Court Opinion

ID: 4711479
Source: CourtListenerOpinion
Date Created: 2021-08-12 00:36:57.541847+00
Date Added: 2024-06-11T08:03:45.544439
License: Public Domain

I write separately to address the concurrence's startling and unprecedented argument for judicial supremacy.19 Justice Sanders initially points out the beyond-a-reasonable-doubt standard of review for constitutional questions cannot possibly be an evidentiary test, a proposition with which I agree. But the analysis the concurrence presents is so outside the mainstream of Washington's constitutional jurisprudence I challenge the concurrence's lack of regard for the principle of separation of powers and for the proper role of the judiciary in our constitutional system.

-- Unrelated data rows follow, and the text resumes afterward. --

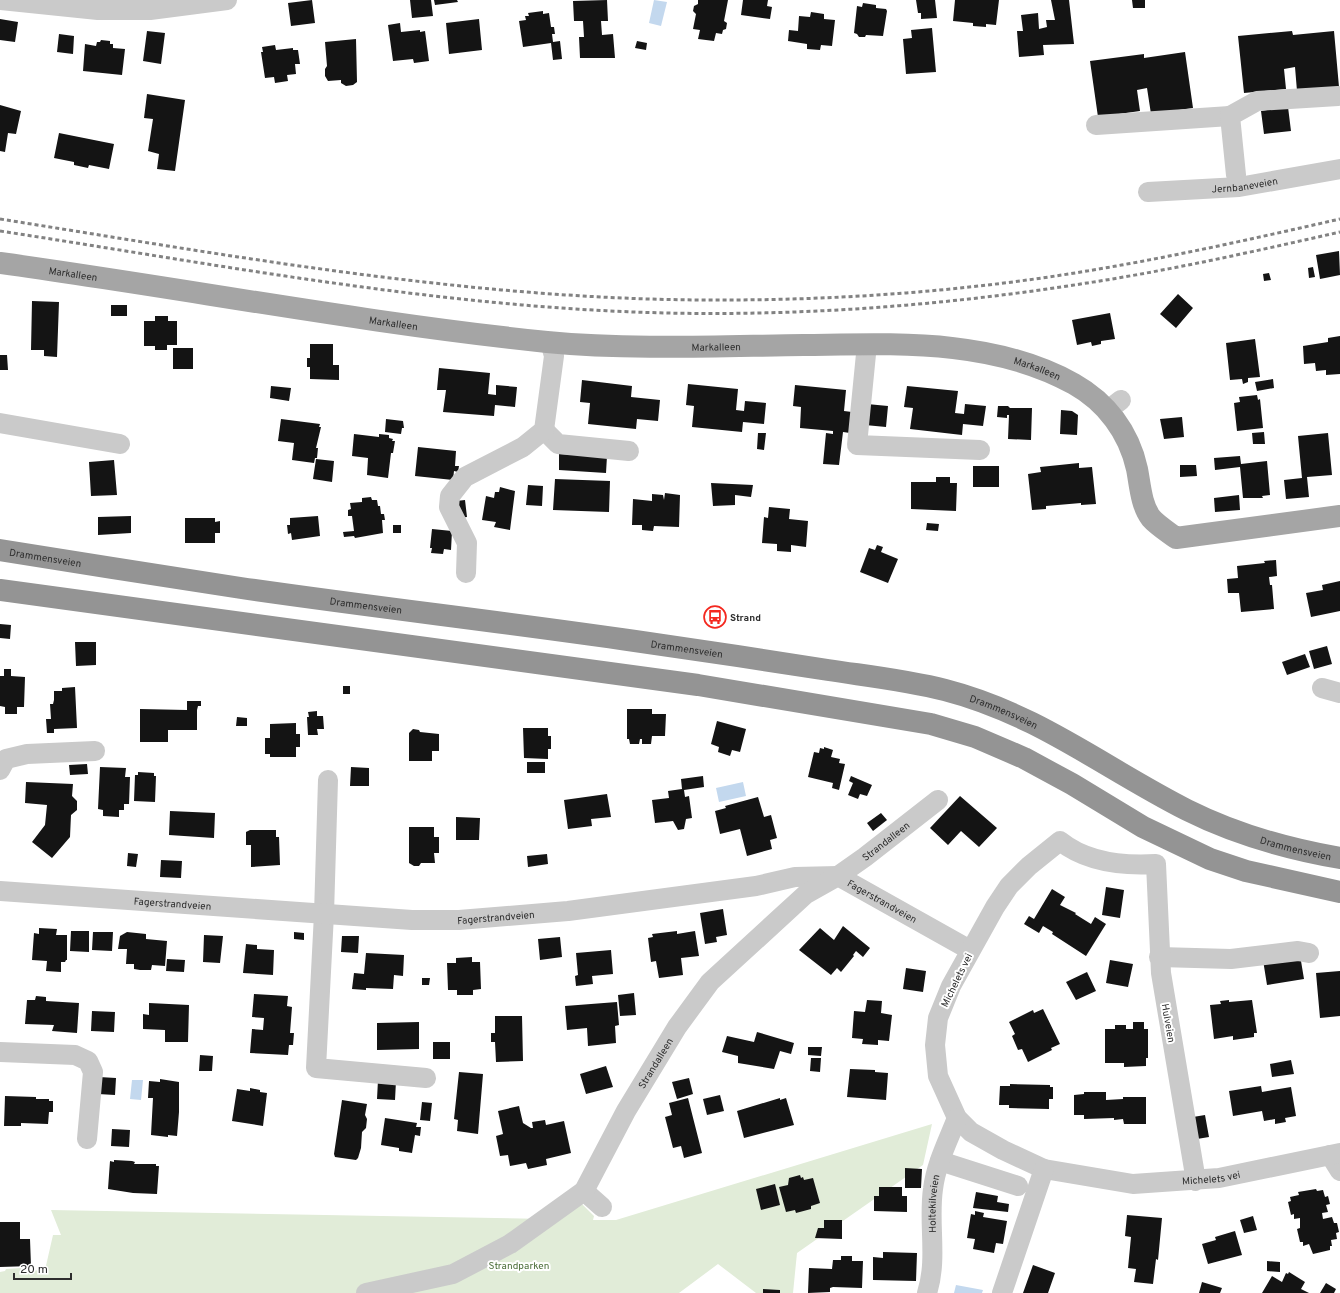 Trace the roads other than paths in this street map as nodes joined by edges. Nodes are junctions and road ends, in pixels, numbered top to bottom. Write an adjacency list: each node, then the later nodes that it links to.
1 (0, 0): 3 (street)
2 (227, 0): 3 (street)
3 (189, 2)
4 (1338, 96): 5 (street)
5 (1230, 116): 6 (street); 8 (street)
6 (1096, 125)
7 (1340, 169): 9 (street, Jernbaneveien)
8 (1236, 175)
9 (1148, 192)
10 (0, 263): 11 (main road, Markalleen)
11 (550, 342): 12 (main road, Markalleen); 14 (street)
12 (867, 344): 16 (street); 18 (main road, Markalleen)
13 (0, 423): 15 (street)
14 (544, 430): 17 (street); 20 (street)
15 (120, 444)
16 (980, 450)
17 (629, 451)
18 (1340, 516)
19 (0, 550): 26 (highway, Drammensveien)
20 (466, 573)
21 (0, 590): 30 (highway)
22 (95, 751): 23 (street)
23 (0, 770)
24 (328, 780): 31 (street)
25 (938, 800): 28 (street, Strandalleen)
26 (1340, 858)
27 (1156, 864): 32 (street, Michelets vei); 34 (street, Hulveien)
28 (838, 876): 31 (street, Fagerstrandveien); 32 (street, Fagerstrandveien); 44 (street, Strandalleen)
29 (0, 891): 31 (street, Fagerstrandveien)
30 (1340, 892)
31 (324, 914): 36 (street)
32 (970, 950): 37 (street, Michelets vei)
33 (1309, 954): 34 (street)
34 (1159, 957): 42 (street, Hulveien)
35 (0, 1052): 38 (street)
36 (426, 1078)
37 (957, 1118): 40 (street, Holtekilveien); 41 (street, Michelets vei)
38 (87, 1139)
39 (1337, 1160): 42 (street, Michelets vei)
40 (940, 1161): 43 (street); 47 (street, Holtekilveien)
41 (1044, 1168): 42 (street, Michelets vei); 48 (street)
42 (1196, 1181)
43 (1018, 1186)
44 (584, 1191): 45 (street); 46 (street, Strandalleen)
45 (602, 1207)
46 (366, 1293)
47 (927, 1293)
48 (1002, 1293) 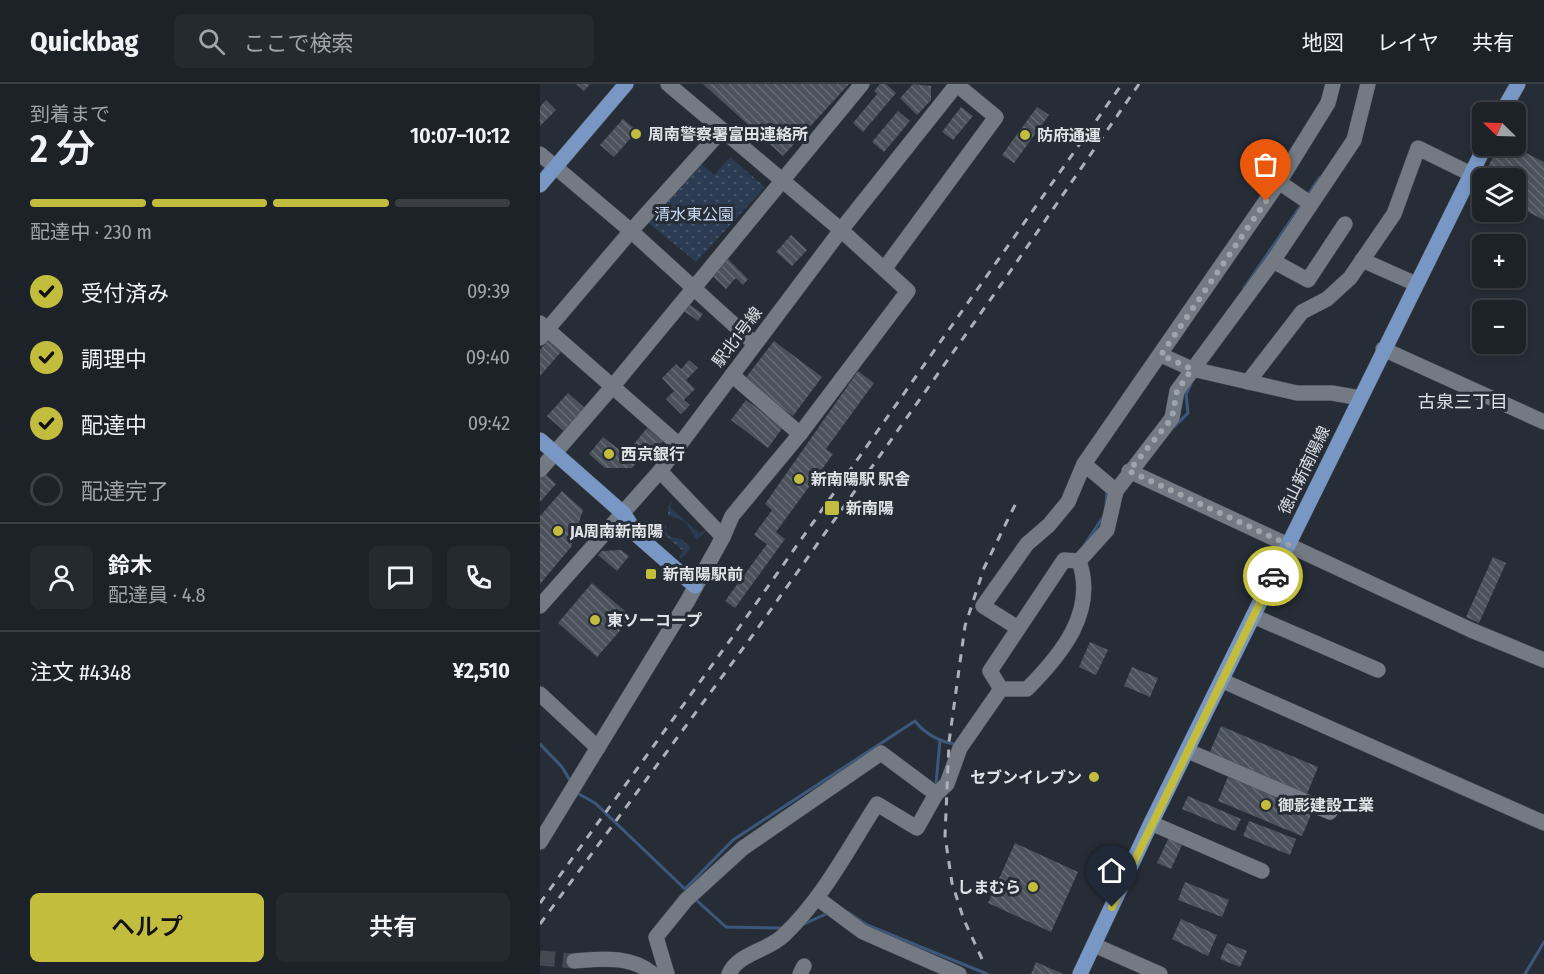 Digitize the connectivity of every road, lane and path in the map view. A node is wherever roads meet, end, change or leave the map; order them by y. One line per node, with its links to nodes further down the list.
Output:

Justice Sanders takes exception to the use of a presumption of constitutionality beyond a reasonable doubt when the court considers a statute's constitutionality. He points out Justice Utter asserted the standard "undercut[s] the fundamental rights of Washington citizens, and should therefore be discarded." Justice Robert F. Utter, Freedom and Diversity in a FederalSystem: Perspectives on State Constitutions and the WashingtonDeclaration of Rights, 7 *Page 171 
U. PUGET SOUND L.REV. 491, 508 (1984).20 Justice Utter did not give us any concrete examples of how the standard had undercut fundamental rights, so we cannot test his assertion.

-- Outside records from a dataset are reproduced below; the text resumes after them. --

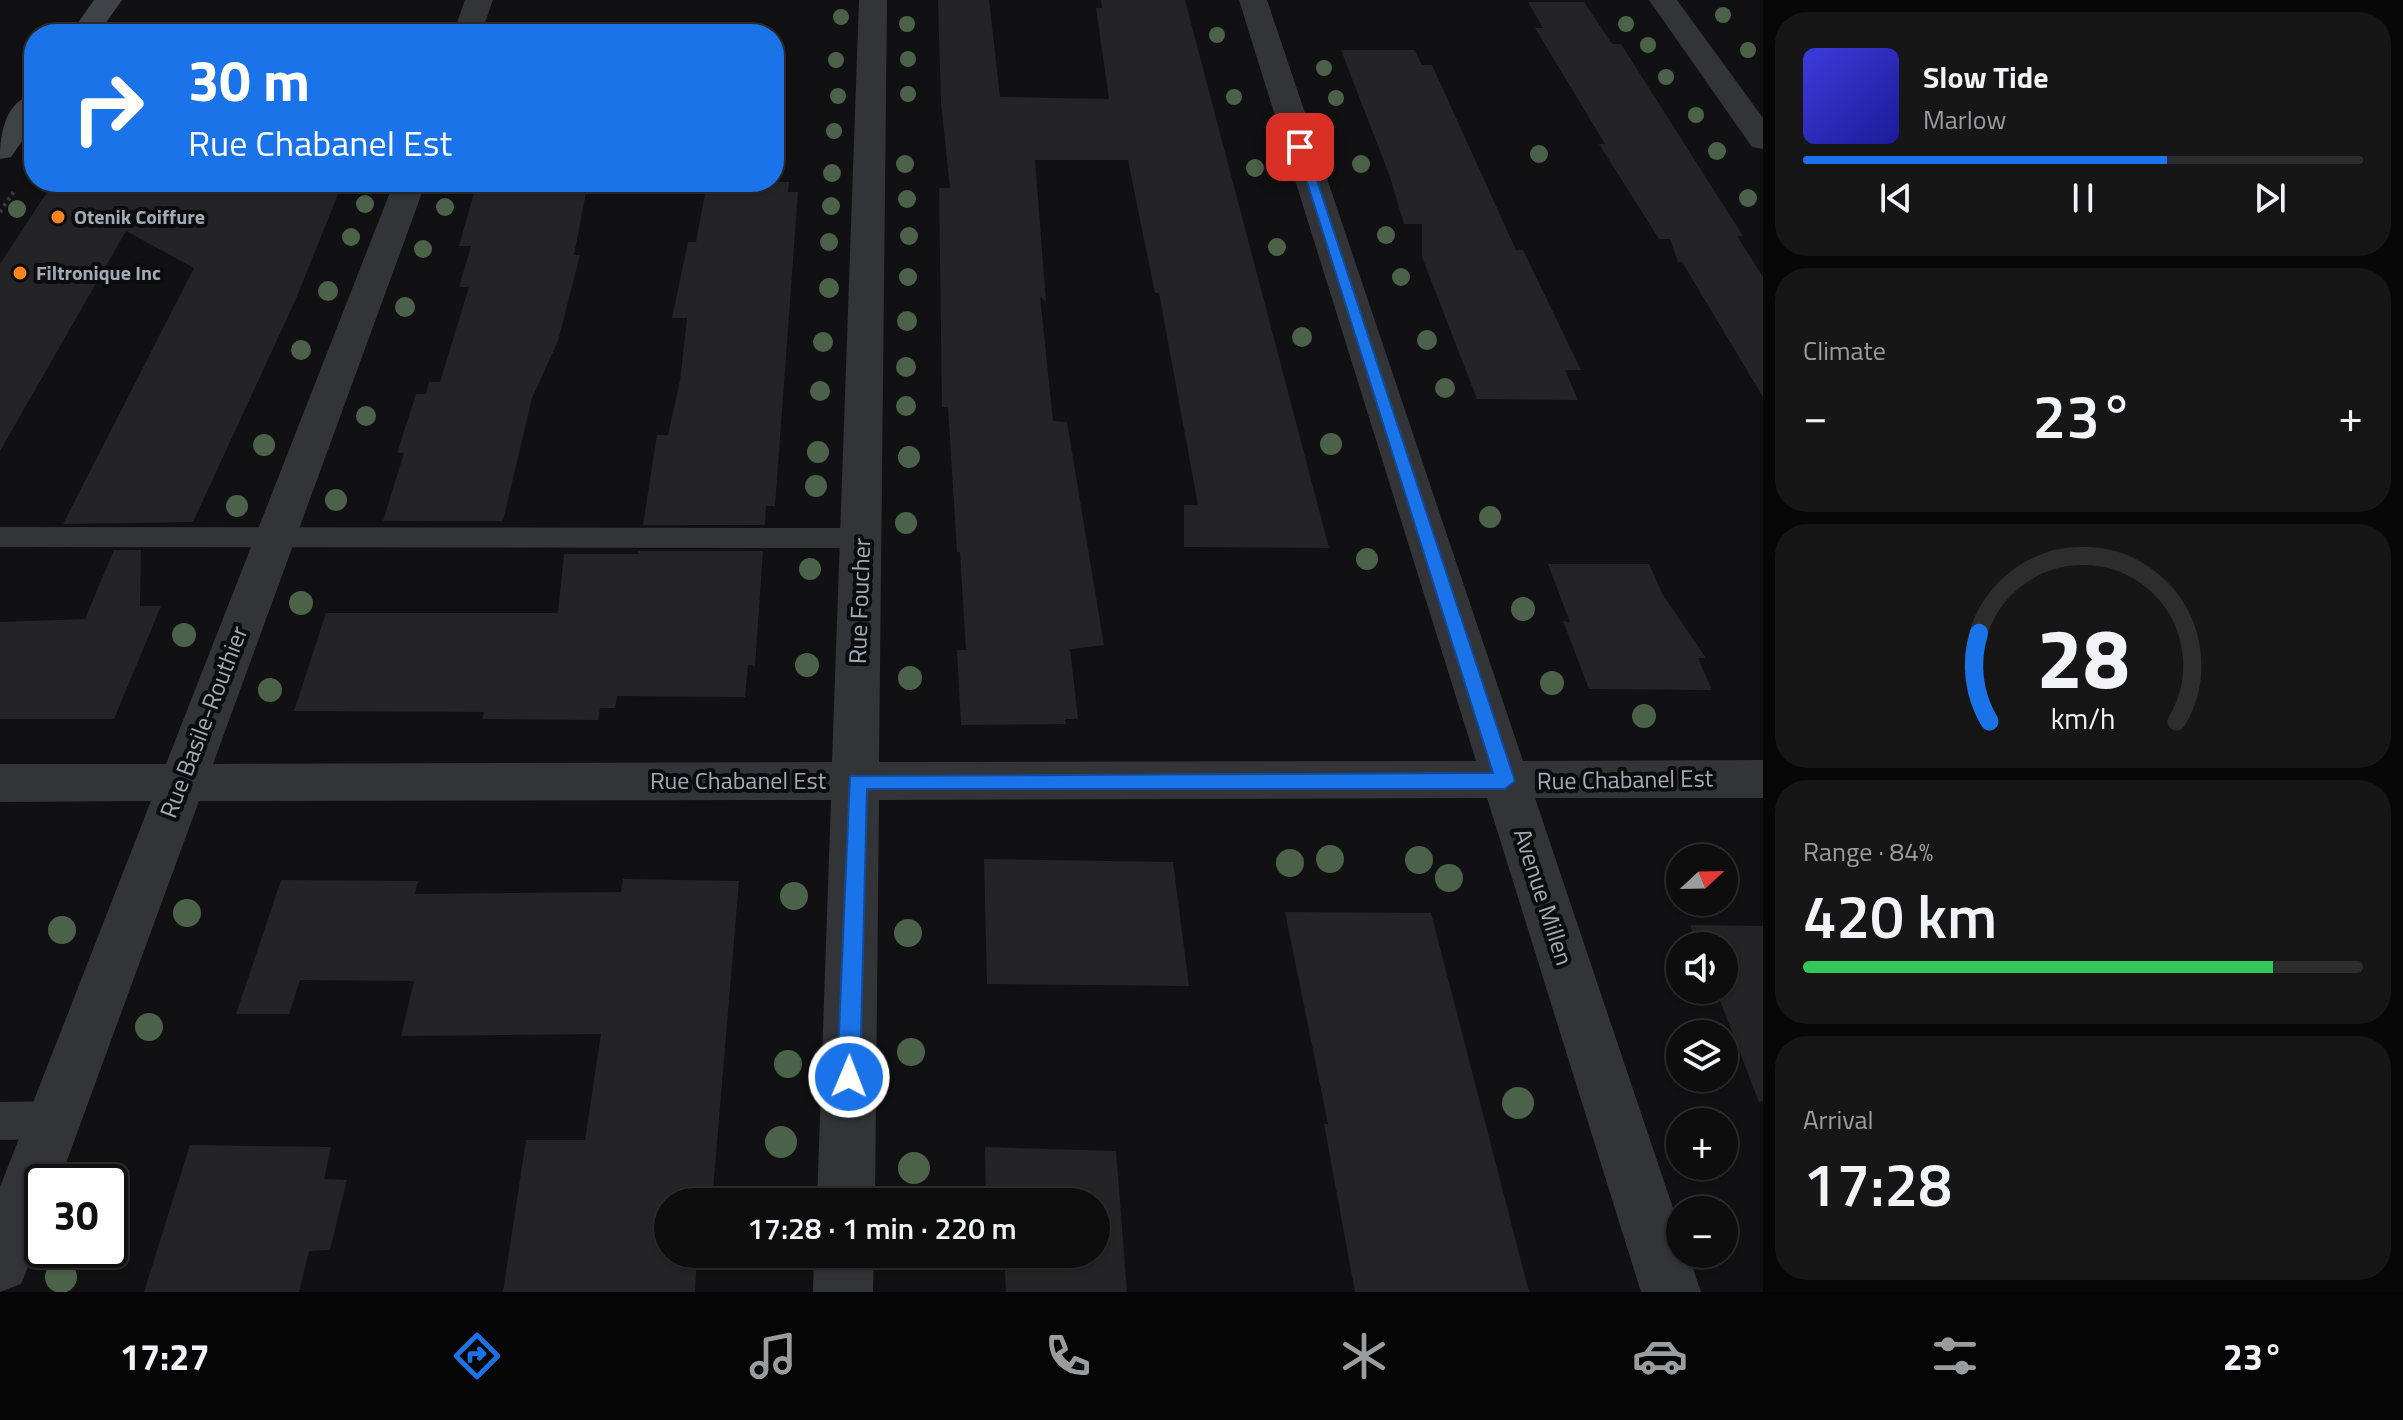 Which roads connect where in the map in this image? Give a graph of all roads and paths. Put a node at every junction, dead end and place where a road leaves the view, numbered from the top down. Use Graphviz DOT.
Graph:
graph roads {
  1 [pos="108,0"];
  2 [pos="479,0"];
  3 [pos="873,0"];
  4 [pos="1253,0"];
  5 [pos="1663,0"];
  6 [pos="91,24"];
  7 [pos="471,24"];
  8 [pos="24,117"];
  9 [pos="1763,140"];
  10 [pos="0,150"];
  11 [pos="406,192"];
  12 [pos="277,536"];
  13 [pos="0,537"];
  14 [pos="862,538"];
  15 [pos="1763,779"];
  16 [pos="181,780"];
  17 [pos="1505,781"];
  18 [pos="857,782"];
  19 [pos="0,783"];
  20 [pos="55,1120"];
  21 [pos="0,1121"];
  22 [pos="846,1188"];
  23 [pos="0,1263"];
  24 [pos="844,1268"];
  25 [pos="843,1292"];
  26 [pos="1671,1292"];
  1 -- 6 [label="main road"];
  2 -- 7 [label="street"];
  3 -- 14 [label="street, Rue Foucher"];
  4 -- 17 [label="street, Avenue Millen"];
  5 -- 9 [label="street"];
  8 -- 10 [label="main road"];
  11 -- 12 [label="street, Rue Basile-Routhier"];
  12 -- 13 [label="lane"];
  12 -- 14 [label="lane"];
  12 -- 16 [label="street, Rue Basile-Routhier"];
  14 -- 18 [label="street, Rue Foucher"];
  15 -- 17 [label="street, Rue Chabanel Est"];
  16 -- 18 [label="street, Rue Chabanel Est"];
  16 -- 19 [label="street, Rue Chabanel Est"];
  16 -- 20 [label="street, Rue Basile-Routhier"];
  17 -- 18 [label="street, Rue Chabanel Est"];
  17 -- 26 [label="street, Avenue Millen"];
  18 -- 22 [label="street, Rue Foucher"];
  20 -- 21 [label="lane"];
  20 -- 23 [label="street, Rue Basile-Routhier"];
  24 -- 25 [label="street"];
}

Nevertheless, the standard has been around a long time. We first used it as early as 1921. Parrott Co. v. Benson,114 Wn. 117, 122, 194 P. 986 (1921). The most recent example of its use, other than by the majority in the present case, isGerberding v. Munro, 134 Wn.2d 188, 196, 949 P.2d 1366 (1998). The standard is by no means an aberration of Washington law; at least 21 other states employ the same language, some in cases dating well back into the 19th Century. See, e.g., LeavenworthCounty Comm'rs v. Miller, 7 Kan. 479, 509 (1871). I have not pursued the standard to its root source, but perhaps the expression of Chief Justice Marshall in Fletcher v. Peck, 6 Cranch 87, 10 U.S. 87, 128, 3 L. Ed. 162 (1810), is as close as we can get:
 The question whether a law be void for its repugnancy to the constitution, is, at all times, a question of much delicacy, which ought seldom, if ever, to be decided in the affirmative, in a doubtful case. The court, when impelled by duty to render such a judgment, would be unworthy of its station, could it be unmindful of the solemn obligation which that station imposes. But it is not on slight implication and vague conjecture, that *Page 172 
the legislature is to be pronounced to have transcended its powers, and its acts to be considered void. The opposition between the constitution and the law should be such that the judge feels a clear and strong conviction of their incompatibility with each other.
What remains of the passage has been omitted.